We have now extended the subsection”Diversity, Community Composition and Statistical Analyses” to include more detailed explanations of the individual tests that were performed. Moreover, we have clarified the numbers of samples and individuals in that Figure (now promoted to main Figure 1) and across the main text (see detailed response to reviewer #3’s original comment).

Please see the full reviews below for further points:

Reviewer #1:

This is a solid paper which shows that bacterial strain exchange between the oral and gut environments is more extensive than previously thought and a normal occurrence, rather than solely a mark of dysbiosis / disease. Nonetheless, they also show that opportunistic pathogens had higher evidence of transmission. While the authors find no correlation between the β-diversity measures (as determined by metagenomic profiling) of the gut and the oral environment, they show that there is an extensive exchange of strains between the two. This is done by determining the strain profiles (SNV profiles of each strain) and showing that, based on probabilistic models, the overlap in some of these profiles is significantly higher than would be expected by random chance ("transmission scores"). The fact that species transmission scores correlate with oral relative abundance, but not to gut abundance, indicate that (as would be expected) the direction of transmission is from the oral cavity to the gut as does the fact that 'oral SNVs observed at an initial time point were significantly enriched among fecal SNVs that were newly gained over time, but generally not vice versa '. The paper is made stronger by the use of longitudinal data.

The paper is concise and well-written, providing a detailed, clear and understandable description of the methods (e.g. how the transmission scores are calculated and what the rationale is). The visualizations (including the Supplementary figures) are very expressive and informative. Supporting information files have been submitted, and code and data have been made available on a GitHub repository.

I have very few critical remarks to make, I think the paper is rigorous and well-polished:

We thank the reviewer for their encouraging remarks, and for supporting our manuscript.

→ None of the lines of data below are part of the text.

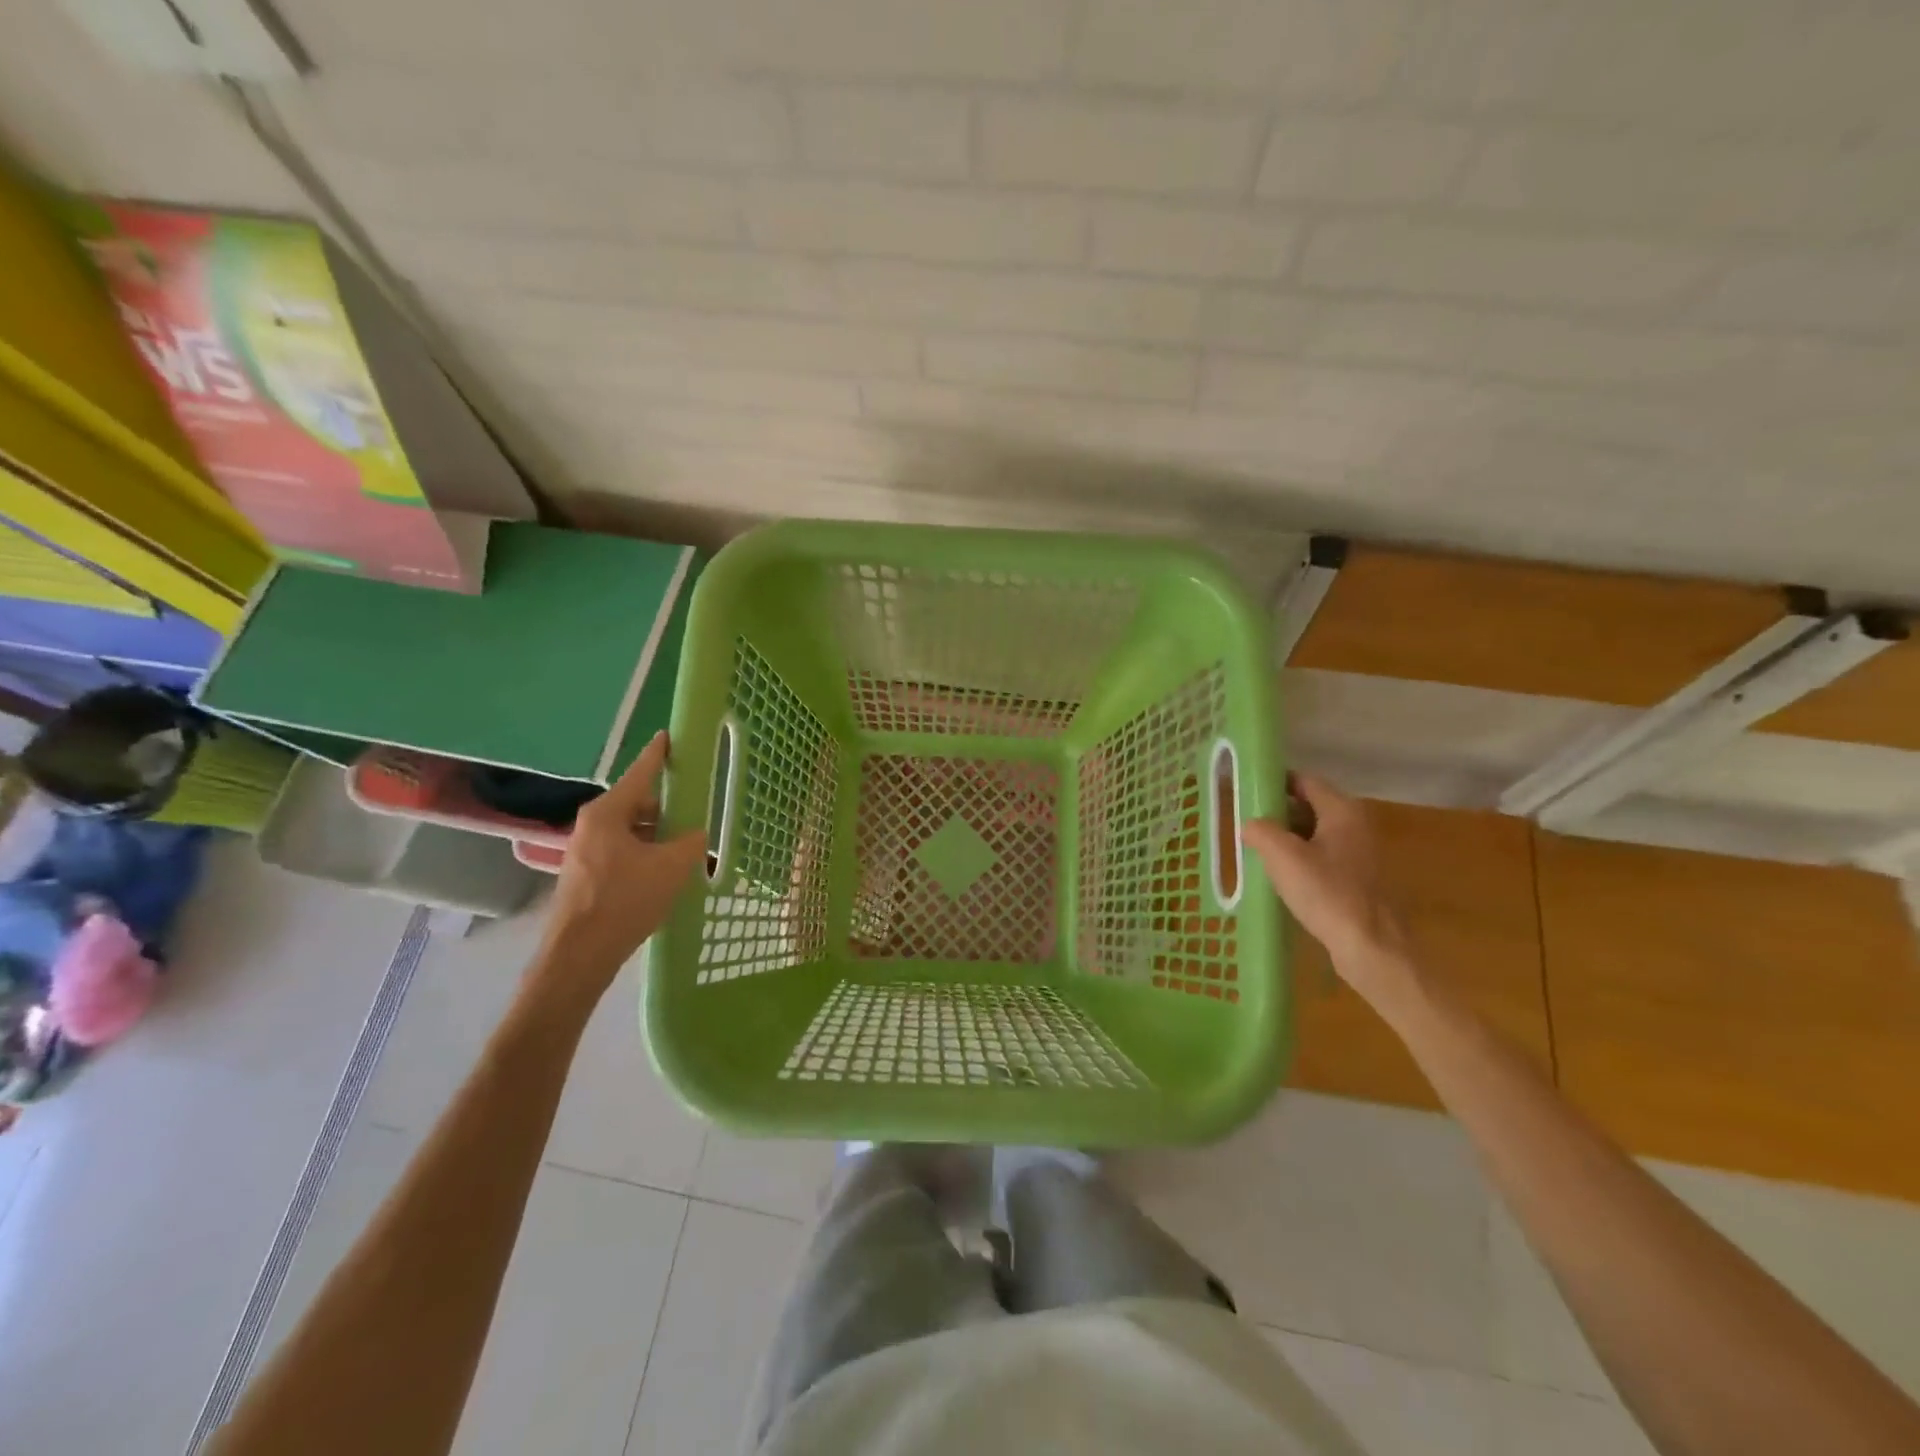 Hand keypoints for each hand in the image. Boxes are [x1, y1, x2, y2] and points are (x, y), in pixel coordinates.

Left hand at [531, 731, 706, 1011]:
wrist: (579, 956)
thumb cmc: (625, 900)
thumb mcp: (671, 867)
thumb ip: (692, 842)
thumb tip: (698, 835)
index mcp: (608, 813)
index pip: (640, 773)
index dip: (658, 754)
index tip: (669, 736)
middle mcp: (592, 825)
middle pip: (638, 804)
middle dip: (668, 810)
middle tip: (696, 818)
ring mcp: (586, 851)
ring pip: (632, 831)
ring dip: (658, 836)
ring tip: (686, 852)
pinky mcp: (586, 875)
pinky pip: (623, 851)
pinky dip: (645, 855)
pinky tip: (664, 874)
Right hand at [1242, 773, 1412, 1002]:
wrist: (1370, 946)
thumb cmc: (1327, 893)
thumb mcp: (1283, 856)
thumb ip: (1261, 830)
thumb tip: (1250, 825)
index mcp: (1342, 811)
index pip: (1304, 781)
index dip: (1274, 781)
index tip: (1246, 790)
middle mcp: (1356, 825)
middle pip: (1309, 806)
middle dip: (1277, 812)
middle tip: (1245, 821)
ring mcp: (1359, 853)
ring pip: (1314, 833)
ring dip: (1286, 838)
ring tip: (1255, 848)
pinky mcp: (1356, 879)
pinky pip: (1321, 857)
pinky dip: (1299, 859)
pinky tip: (1279, 876) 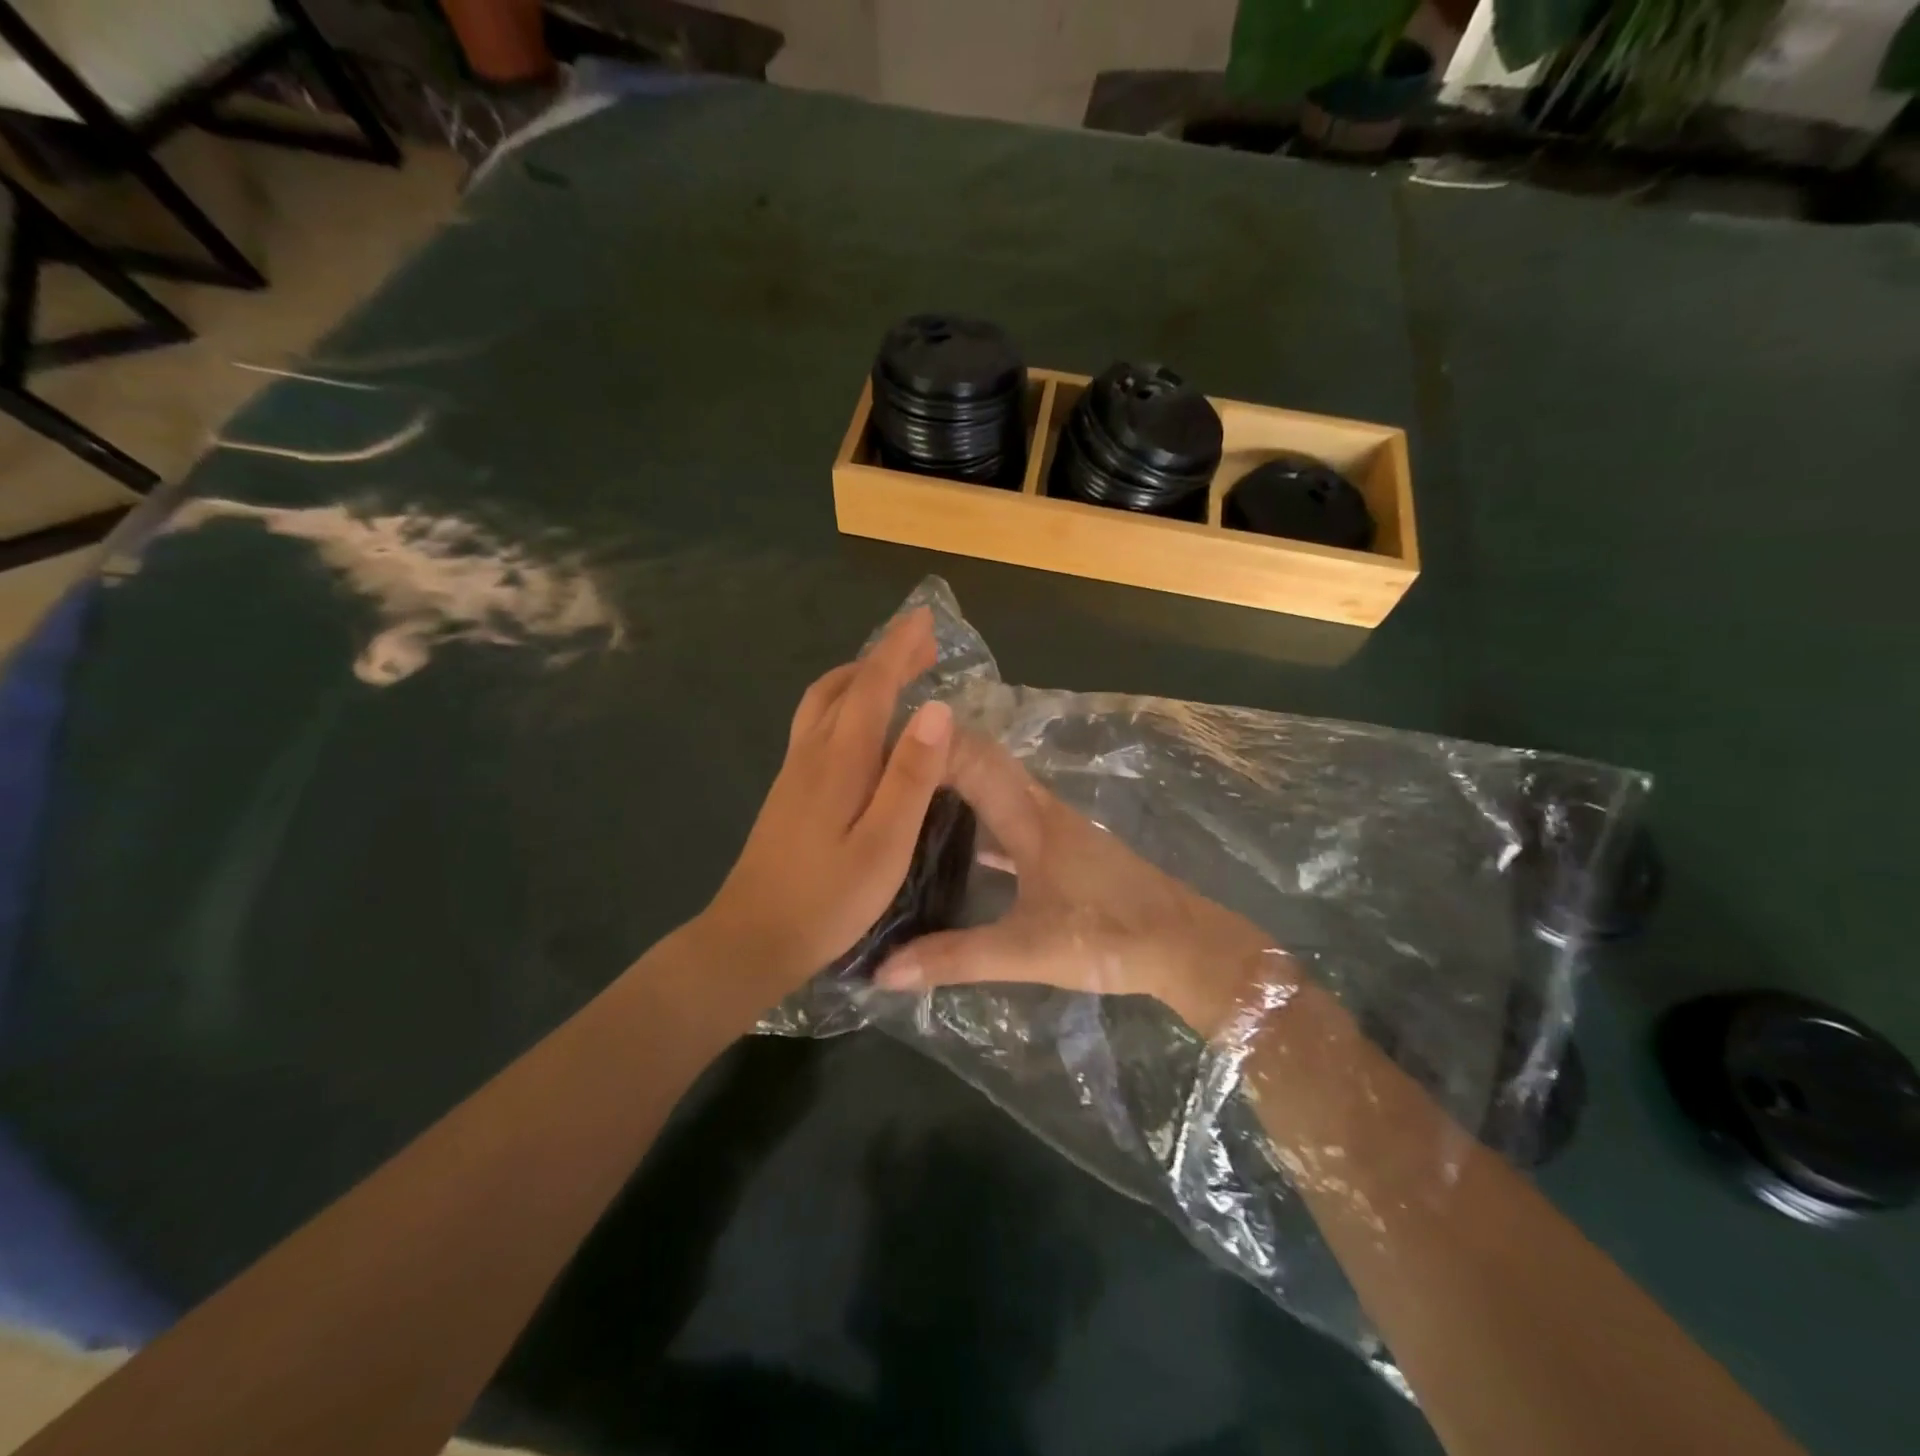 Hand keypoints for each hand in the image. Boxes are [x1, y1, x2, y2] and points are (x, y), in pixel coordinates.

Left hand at [700, 607, 953, 996]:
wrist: (751, 939)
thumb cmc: (828, 898)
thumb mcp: (884, 843)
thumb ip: (912, 776)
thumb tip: (937, 709)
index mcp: (840, 759)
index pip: (872, 686)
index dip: (899, 649)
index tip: (925, 619)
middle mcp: (812, 753)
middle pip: (843, 686)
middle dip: (882, 658)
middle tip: (921, 647)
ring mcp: (794, 772)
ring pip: (823, 703)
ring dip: (859, 678)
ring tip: (893, 676)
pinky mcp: (789, 792)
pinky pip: (817, 725)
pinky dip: (845, 704)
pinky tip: (861, 728)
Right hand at [874, 730, 1286, 1037]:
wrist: (1184, 946)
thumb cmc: (1108, 936)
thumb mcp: (1026, 951)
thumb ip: (955, 958)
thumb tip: (882, 970)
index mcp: (1029, 818)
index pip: (972, 759)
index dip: (930, 741)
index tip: (878, 739)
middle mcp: (1040, 810)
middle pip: (983, 763)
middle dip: (936, 754)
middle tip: (880, 762)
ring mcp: (1055, 829)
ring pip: (998, 790)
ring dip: (958, 783)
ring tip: (908, 794)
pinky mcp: (1065, 851)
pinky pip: (1011, 820)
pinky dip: (981, 820)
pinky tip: (956, 844)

1) PRJEB28422 accession number does not exist on ENA (checked on Nov 27th). Did the authors mean PRJEB22368?

The project ID given in the manuscript was indeed correct, and data for the corresponding sub-cohorts (DE-CTR and FR-CRC) had been uploaded to ENA under this accession, but the project had (erroneously) not yet been switched to ‘public’. This is now fixed (https://www.ebi.ac.uk/ena/data/view/PRJEB28422); thank you for spotting this.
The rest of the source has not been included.